I confess that at times I feel afraid for all that I love, at times I feel deep grief anticipating all we may suffer and lose, but I am not freaking out like Wilbur. I am hopeful like Charlotte. I am excited, because whatever happens, I see a path of purpose and meaning ahead. I see a use for every resource we have, for every skill, for every bit of wisdom and knowledge, for every breath for the rest of our lives.
I see that the church has exactly what our world needs. It has a vision of a way to live on earth that is sustainable, that is beautiful and good, that solves all the problems that climate change could make far worse. We know that the way of Christ can solve problems like racism and refugees, poverty and economic inequality, the erosion of democracy and the deterioration of the health of the earth.
We have this vision needing only for us to believe and live into it. We also have spiritual tools to overcome old habits and transform our consciousness. We also have models in Jesus and Saint Francis, Mother Theresa and Martin Luther King, Jr., Dorothy Day and many others. We each have our calling, our particular part of the vision to serve.
And we have something else, too. We have the power to be healers. This week I talked with two people who told me that they could not deal with the news about climate change. One is going through a divorce. He is in such deep pain and confusion about his own life that he can’t listen to the news.

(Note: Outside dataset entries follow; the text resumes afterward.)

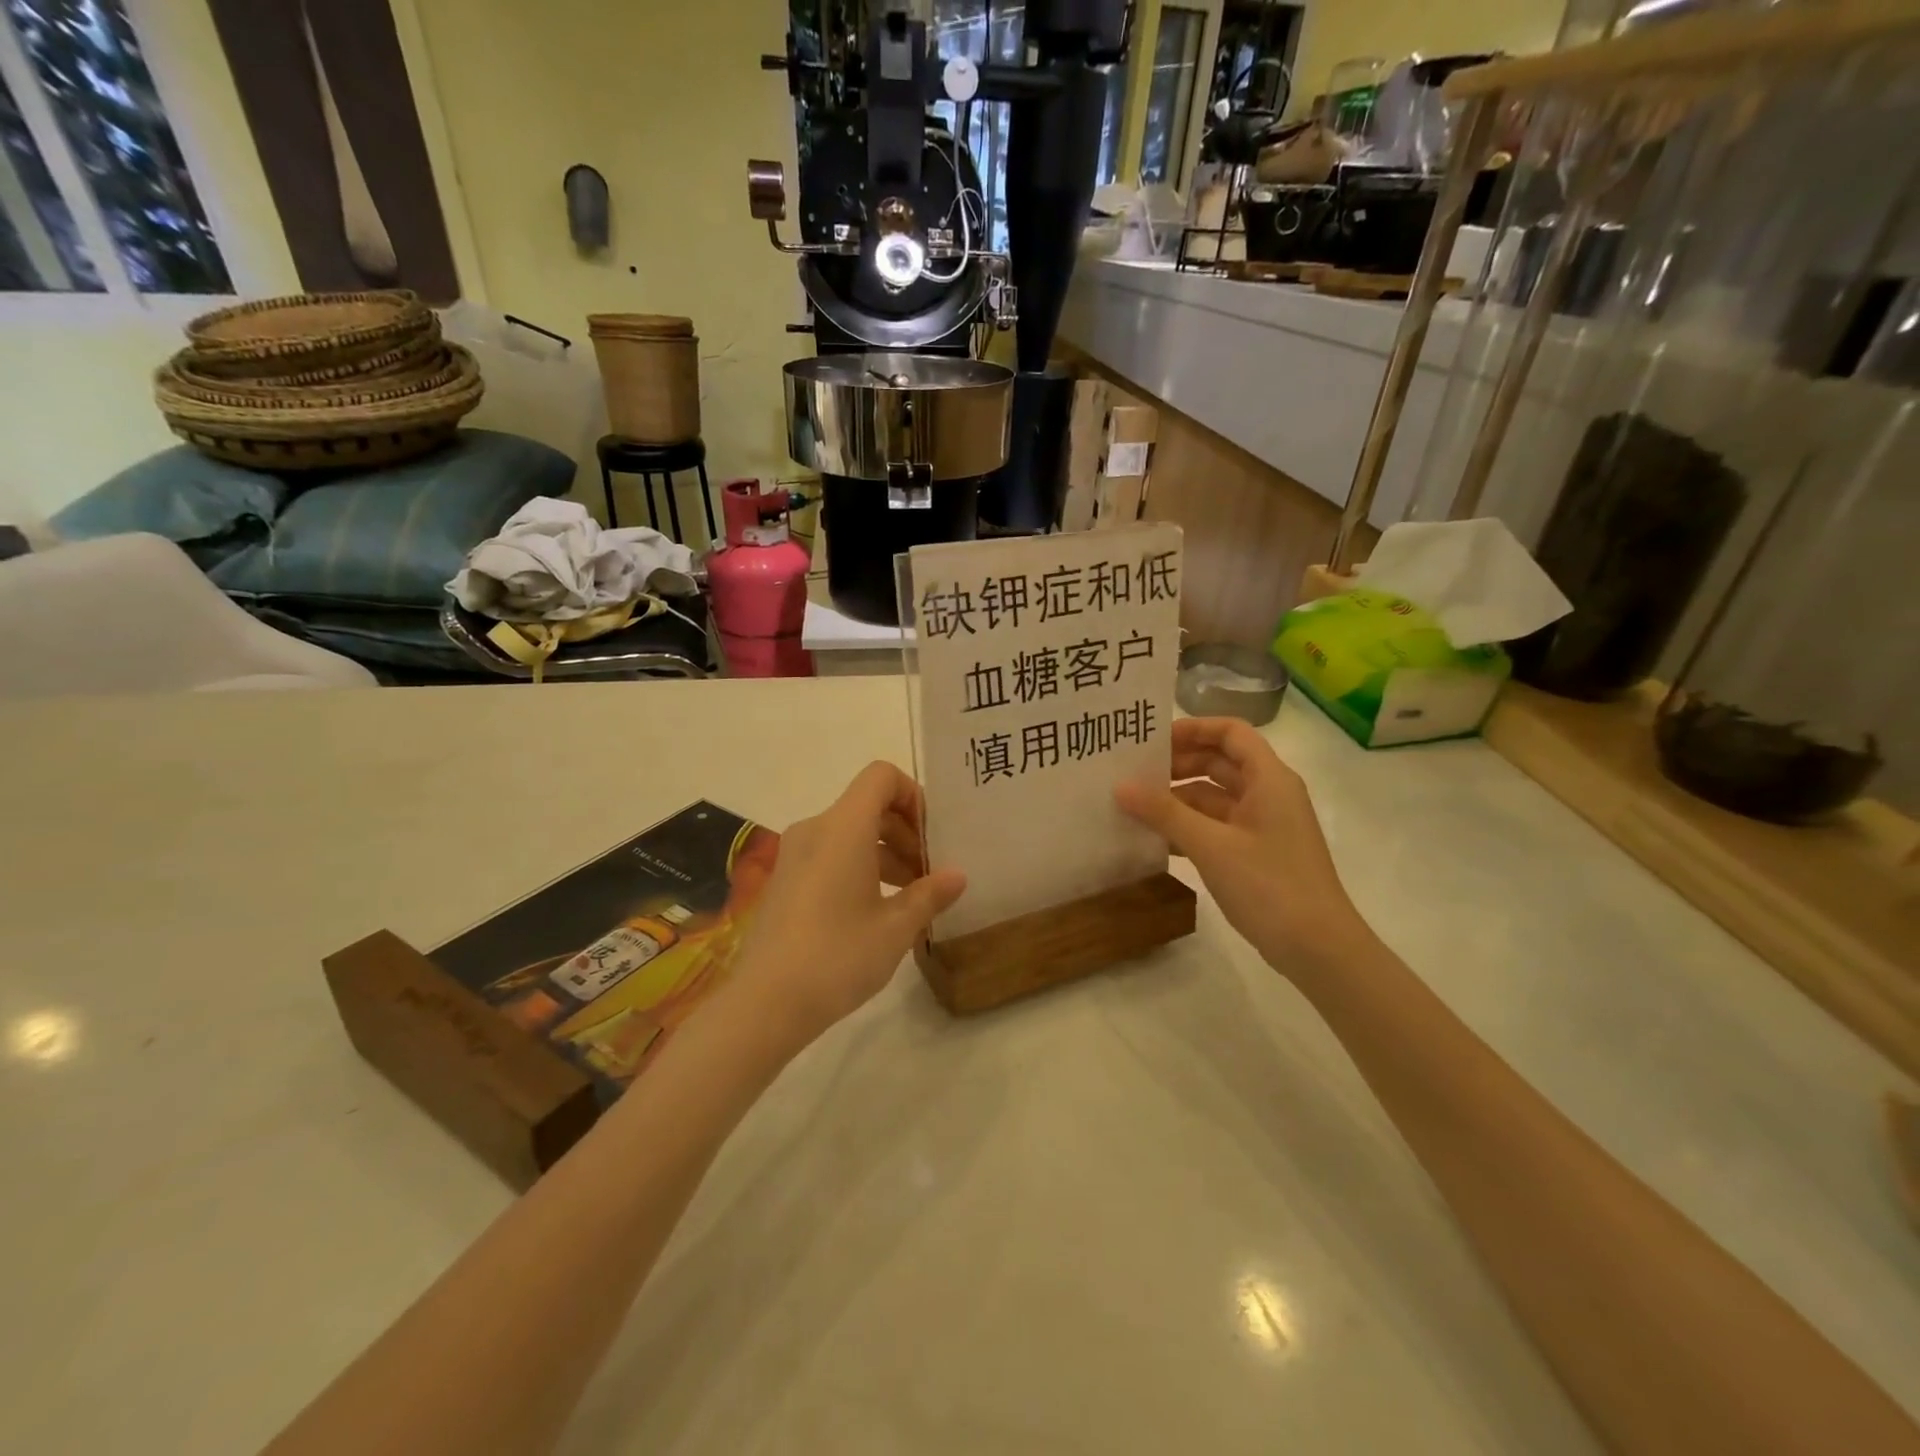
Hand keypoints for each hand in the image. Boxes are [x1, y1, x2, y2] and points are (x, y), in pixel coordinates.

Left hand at [731, 762, 965, 1048]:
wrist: (764, 1003)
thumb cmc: (837, 957)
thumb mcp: (895, 928)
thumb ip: (930, 894)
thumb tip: (957, 876)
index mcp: (843, 827)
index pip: (881, 776)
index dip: (913, 795)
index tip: (932, 836)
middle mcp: (815, 829)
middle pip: (868, 806)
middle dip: (905, 832)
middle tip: (930, 874)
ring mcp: (794, 855)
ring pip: (850, 833)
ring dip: (885, 853)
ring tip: (911, 897)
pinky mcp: (785, 880)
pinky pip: (830, 855)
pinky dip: (859, 867)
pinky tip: (877, 911)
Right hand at [1116, 717, 1370, 973]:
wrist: (1318, 950)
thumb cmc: (1269, 886)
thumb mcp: (1211, 846)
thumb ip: (1164, 813)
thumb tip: (1120, 786)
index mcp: (1269, 779)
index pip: (1231, 733)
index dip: (1193, 728)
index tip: (1152, 741)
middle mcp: (1269, 794)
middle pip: (1220, 763)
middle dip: (1179, 764)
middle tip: (1135, 774)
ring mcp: (1263, 825)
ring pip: (1215, 797)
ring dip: (1179, 799)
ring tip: (1135, 806)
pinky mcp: (1256, 853)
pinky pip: (1217, 826)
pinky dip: (1189, 827)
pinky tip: (1156, 839)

The other is a woman confronting sexual abuse that she suffered years ago that resurfaced during the Supreme Court nomination hearings. Healing the wounds of our abused Mother Earth has to wait until she finds some healing of her own.
Jesus looked at the rich man with great love and compassion, understanding that he had spiritual work to do before he could follow the path that Jesus opened to him. We each have our own inner journey to heal and free ourselves to live fully into our true calling in life. The church is here to help us do that.

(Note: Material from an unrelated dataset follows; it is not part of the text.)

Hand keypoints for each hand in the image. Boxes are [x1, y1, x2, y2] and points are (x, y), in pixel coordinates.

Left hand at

The church helps us transform ourselves and go out and transform the world. We do not have to be perfect or fully transformed before we can help others. We are all wounded healers, as Henri Nouwen said. We all come here both to be healed and to help heal others, we come both to be held and to uphold those around us.
The Spirit created humans to evolve into a way of life that can be sustained forever, the eternal realm of God on earth. We have been moving toward it for thousands of years, and now it comes down to that powerful Biblical number, twelve. Twelve years.
Let us commit together to our congregation’s vision to be a force responding to social threats and wrongs and let us each commit to own healing and transformation. Let us wait like Charlotte in her web, calmly, quietly, for the Spirit to show us what our role will be in healing and transforming the world.